This is a guest post by Peter G. Walen.
Most of the time change is uncomfortable.
Sometimes it can be a little scary.
Then there is “Agile.”
Change is uncomfortable. It makes us do things differently than we are used to and often makes us think about things we likely would prefer not to think about. If we get it wrong it can look bad in the news. It might upset the CEO or Board at their breakfast. We mustn’t do that.
The result is people use a helpful euphemism: “Transformation”. People use that word because it sounds more impressive and has less baggage than “change.” Also, if there are problems along the way, folks can nod wisely and speak of the “challenges of transforming an organization like this one.”
Then there is Agile.
I was working in software development when lightweight and rapid development methodologies were first getting talked about. I remember reading about XP and finding the ideas encompassed in it interesting. I remember reading about the “Agile” Manifesto and Scrum and Kanban sometime later.
I’ve seen and worked at and with organizations that approached Agile a bit like people at the beach.
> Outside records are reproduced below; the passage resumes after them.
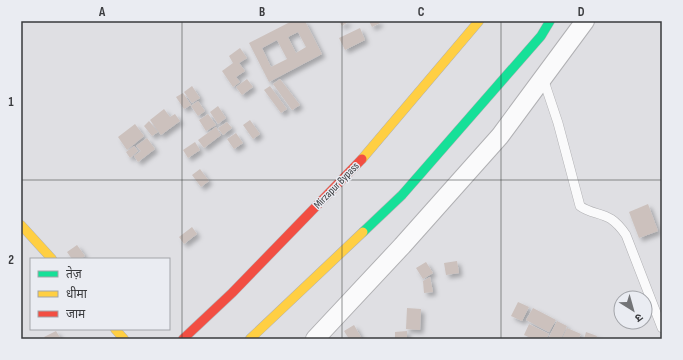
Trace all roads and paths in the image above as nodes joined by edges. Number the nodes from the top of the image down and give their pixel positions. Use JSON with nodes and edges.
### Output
{"nodes":[{"id":1,"x":479,"y":21,"type":"edge"},
{"id":2,"x":550,"y":21,"type":"edge"},
{"id":3,"x":585,"y":21,"type":"edge"},
{"id":4,"x":543,"y":78,"type":"junction"},
{"id":5,"x":21,"y":225,"type":"edge"},
{"id":6,"x":51,"y":258,"type":"edge"},
{"id":7,"x":662,"y":328,"type":"edge"},
{"id":8,"x":116,"y":330,"type":"edge"},
{"id":9,"x":124,"y":339,"type":"edge"},
{"id":10,"x":183,"y":339,"type":"edge"},
{"id":11,"x":250,"y":339,"type":"edge"},
{"id":12,"x":315,"y":339,"type":"edge"}],
"edges":[{"from":1,"to":10,"type":"main road","name":"Mirzapur Bypass"},
{"from":2,"to":11,"type":"main road"},
{"from":3,"to":4,"type":"street"},
{"from":4,"to":7,"type":"lane"},
{"from":4,"to":12,"type":"street"},
{"from":5,"to":6,"type":"main road"},
{"from":8,"to":9,"type":"main road"}]}
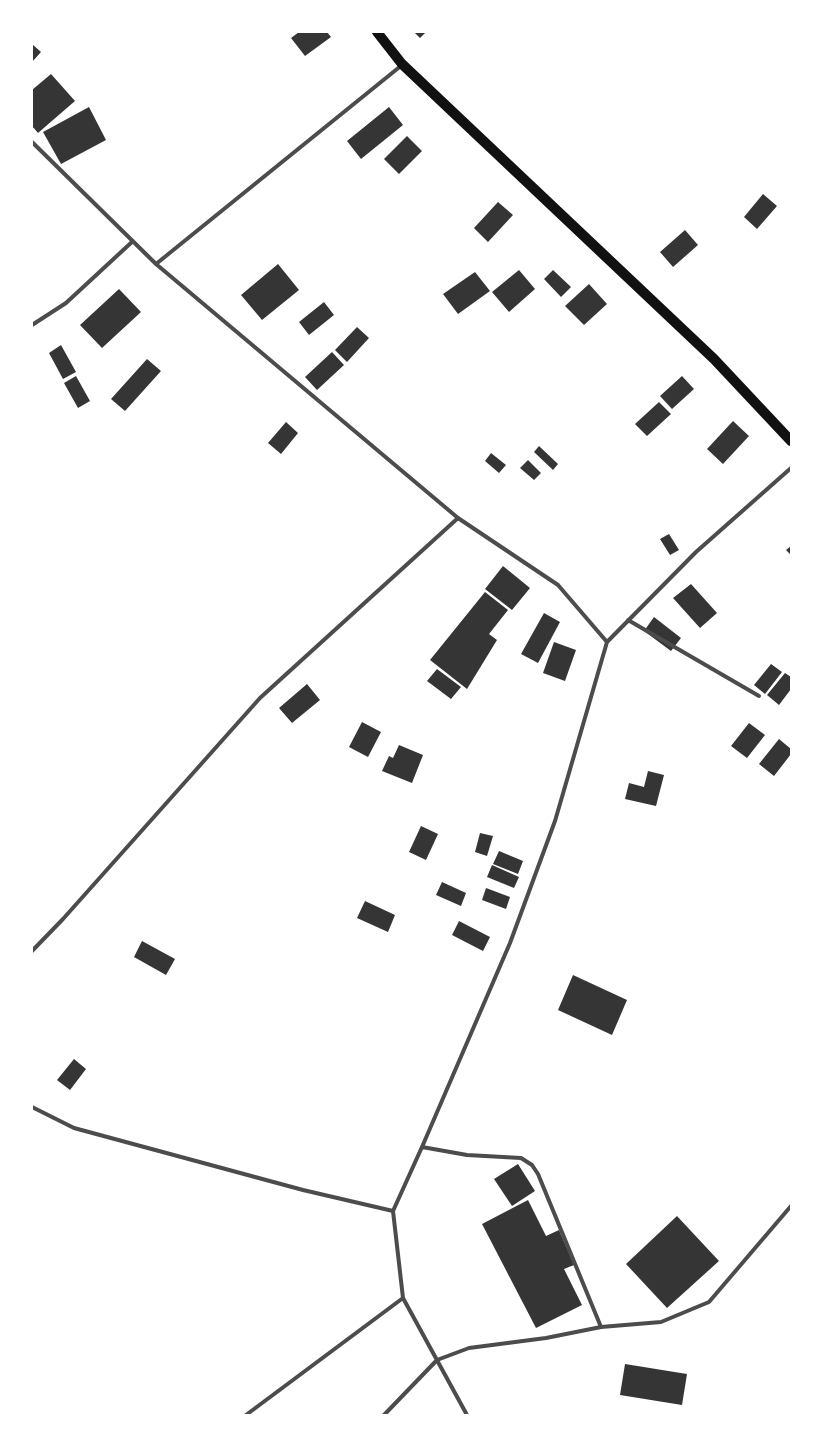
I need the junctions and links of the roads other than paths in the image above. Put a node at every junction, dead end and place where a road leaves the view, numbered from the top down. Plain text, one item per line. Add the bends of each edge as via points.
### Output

A fair number will put their toes in the water a few times before wading in knee-deep or so. Some will wade in tentatively, get to a point and head back to shore or move deeper. Some go running headlong into the water.
Here are some of the things I’ve learned about how to have as smooth and painless a change to Agile as possible. They are gleaned from organizations where “Agile” went well and some from somewhere it went poorly.
Know why you’re doing it
Be clear about what you hope to achieve. Consider the impact on customers and teams. If the best reason you have is to “go faster” or “eliminate bugs,” this might not do it for you. You will discover things quickly.
Some of these will be uncomfortable. This will take a fair amount of introspection on the part of the leadership team around the discoveries. Without this and changing your outlook, behavior, and language, you will not see the benefits you hope to enjoy.
Ask questions about why you want to make the change to Agile. Be honest about the answers and the reasons for it. “Competitive Edge” is an often-cited reason, but what does that mean for you and your company? If your reasons seem a bit like a middle or high school kid wanting to be like the cool kids, I don’t think that will carry you through to success.
Either revisit that and think some more or don’t go any farther.
Use an experienced guide
There are many traps and pitfalls. Find someone you can work with to help you make your way through this journey. Be careful when looking for a guide. If they have a pre-packaged solution for you to use, be wary. There are many charlatans around selling something, just not something you want to buy.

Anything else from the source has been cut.